Would allow future investigation to distinguish whether
canary's nested RtlEnter at 104,610 is on the SAME CS pointer
(recursive bump) or a DIFFERENT CS (nested cleanup lock).
Deferred — not needed for the escalation decision because the
mechanism (post-wait state mutation) is already established by
the C+20 analysis; the additional `cs_ptr` data would only
refine the cause-of-branch story.
## Cascade outcome (per C+22 prompt)
- A=verify divergence is NOT jitter: PASS (4 canary cold samples
agree on EE-LL nested pattern; C+21 absorber engaged
`floating_wait (c/o) = 2/0` and matched prefix is 104,607
exactly).
- B=classify (A/B/C/D): PASS — **(A) ours's RtlEnter fast-paths
while canary's contends → downstream state mutation during the
wait → different post-acquire branch in guest code.**
- C=land fix or escalate cleanly: ESCALATION (per C+22 prompt
authorized fallback).
- D=main matched-prefix > 104,607: N/A (no engine change).

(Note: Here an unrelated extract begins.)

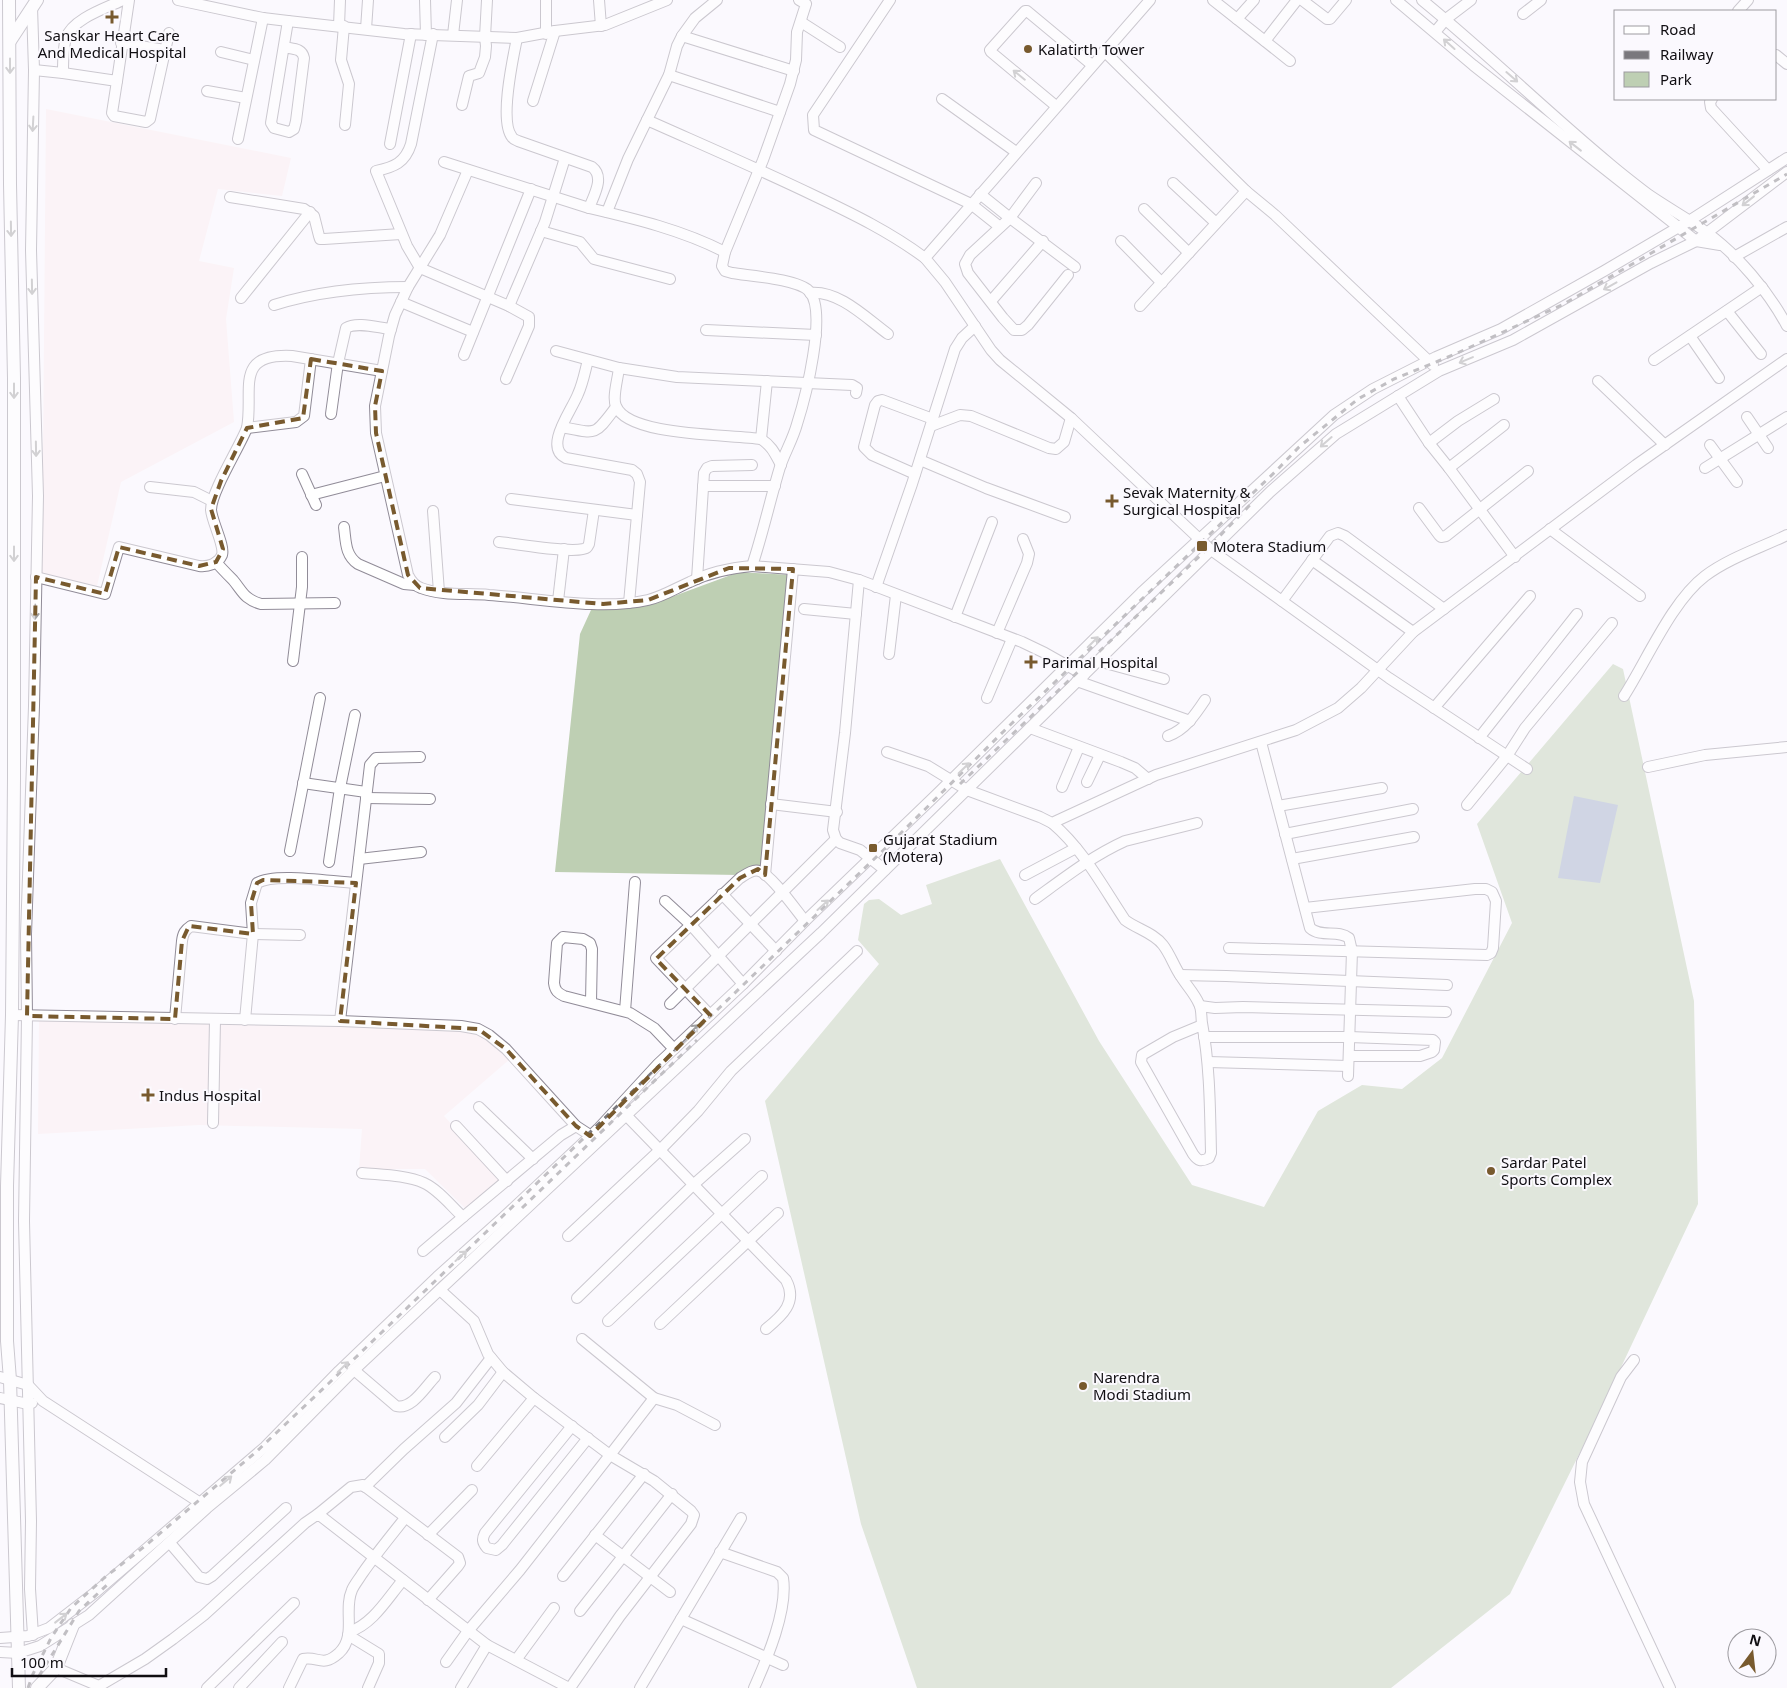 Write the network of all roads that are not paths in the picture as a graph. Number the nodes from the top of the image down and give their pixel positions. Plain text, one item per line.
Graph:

## Cold-vs-cold gate matrix (escalation-mode)
| gate | result |
|-------------------------------------|-------------------|
| ours-cold byte-identical to c19 | YES (121,569 |
| | events match) |
| Main matched-prefix | 104,607 (= C+21) |
| Sister chains | 11/32/3/41/16 ✓ |
| Phase B `image_loaded_sha256` | unchanged ✓ |
| Engine source | UNCHANGED |
| C+21 absorber engagement | 1/0 + 2/0 (fired) |
## Per-chain delta vs C+21 baseline
NONE. All chains identical to C+21:
| chain | C+21 | C+22 (this) | delta |
|--------------------------------|---------|-------------|-------|
| canary tid=6 → ours tid=1 main | 104,607 | 104,607 | 0 |
| canary tid=4 → ours tid=11 | 11 | 11 | 0 |
| canary tid=7 → ours tid=2 | 32 | 32 | 0 |
| canary tid=12 → ours tid=7 | 3 | 3 | 0 |
| canary tid=14 → ours tid=9 | 41 | 41 | 0 |
| canary tid=15 → ours tid=10 | 16 | 16 | 0 |
## Methodology note — reading-error class #34
**#34 (NEW): cold-run determinism depends on input path form.**
Running ours against `default.xex` directly (extracted file)
produces a different boot trajectory than running against the
parent `.iso` containing it. The C+19 / C+21 baselines used the
`.iso` path; the `.xex` direct path yields 40x more imports and
1.6M unimpl warnings (CPU stuck/looping in a probe that doesn't
fire on the iso). All cold-vs-cold protocol entries MUST use
the iso path. Reproduces deterministically: ours-cold against
`.iso` is byte-identical to the c19 archived ours-cold modulo
host_ns/guest_cycle fields (verified 121,569 events all match
post-normalization).
Likely cause: the iso path triggers `xenia_vfs::disc_image::
DiscImageDevice::open` at main.rs:1397-1400, mounting a full
disc VFS at `d:\` / `\Device\Cdrom0\`. The bare-xex path skips
this and leaves the VFS unmounted for most disc-prefixed
opens, causing different boot-validator branches.
This affects ALL future cold-vs-cold protocol runs — always
pass the .iso path, not the loose .xex.
## Recommendation for next sessions
This is the SECOND C-series session (after C+20) classified as
scheduler-determinism in the post-loop RtlEnter region near idx
104,607. The pattern is stable and well-understood. Recommended
next-target sequence:
1. **C+23 = D-NEW-2** (`KeWaitForSingleObject` `timeout_ns`
sign/scale asymmetry on tid=12→7 idx=3): canary=-30000000
vs ours=429466729600. Small ε-class encoding fix in
`ke_wait_for_single_object`'s timeout-pointer dereference.
Independent of scheduler determinism. Out of scope for C+22
per prompt's explicit "You may NOT ... Fix D-NEW-2 in this
session."
2. **C+24 = D-NEW-3** (canary tid=14 → ours tid=9 idx=41:
canary calls `XAudioGetVoiceCategoryVolumeChangeMask` while
ours calls `RtlEnterCriticalSection`). Pre-context shows
identical KeReleaseSpinLockFromRaisedIrql + KfLowerIrql
pair; the next branch picks completely different exports.
Likely a missing/stubbed XAudio export in ours that, when
absent, causes a fallback to a different code path.
3. **Open the parallel scheduler-determinism track** to attack
the C+20 / C+22 family at the root. Estimated multi-session
refactor; per prompt this is "a separate session."
## Files
- `diff-cold-vs-cold.md` — full diff report.
- `cold-vs-cold-result.md` — matched-prefix table + gates.
- `canary-binary-cache-pre-wipe.tar.gz` — pre-wipe oracle backup.
- `canary-xdg-cache-pre-wipe.tar.gz` — pre-wipe XDG oracle.
- `escalation.md` — this document's TL;DR + recommended next.